#### [Work instructions]
Could you return, exactly as written, only the lines from the one holding "middle pip: (254, 193)" through the final line of the records below?
Segment Start: Material provided
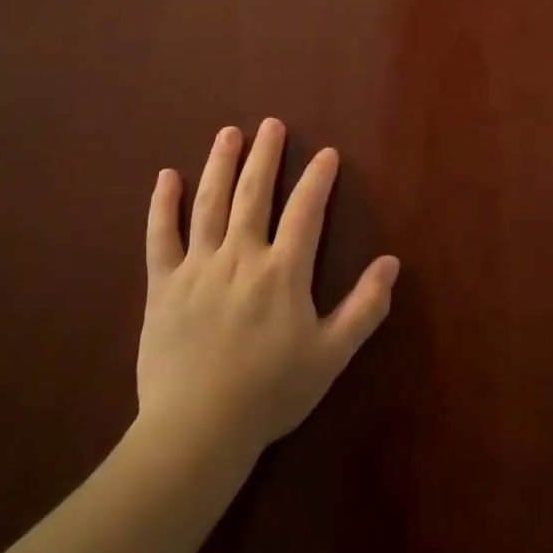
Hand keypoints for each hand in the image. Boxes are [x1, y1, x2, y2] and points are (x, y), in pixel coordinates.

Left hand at [137, 119, 398, 455]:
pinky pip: (160, 236)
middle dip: (265, 156)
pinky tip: (167, 177)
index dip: (318, 179)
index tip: (326, 153)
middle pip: (254, 193)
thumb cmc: (271, 393)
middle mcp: (241, 256)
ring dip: (220, 164)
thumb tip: (392, 263)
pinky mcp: (163, 284)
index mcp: (283, 272)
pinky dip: (163, 205)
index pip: (305, 211)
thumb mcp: (332, 355)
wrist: (199, 428)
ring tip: (229, 133)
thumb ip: (365, 308)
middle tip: (271, 124)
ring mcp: (198, 267)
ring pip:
Segment End: Material provided
#### [Final answer]
middle pip: (254, 193)
thumb cmc: (271, 393)
middle mcp: (241, 256)
ring dip: (220, 164)
thumb tip: (392, 263)
pinky mcp: (163, 284)
index mcp: (283, 272)
pinky dip: (163, 205)
index pip: (305, 211)
thumb mcp: (332, 355)
wrist: (199, 428)
ring tip: (229, 133)
thumb ip: (365, 308)
middle tip: (271, 124)
ring mcp: (198, 267)
ring pip:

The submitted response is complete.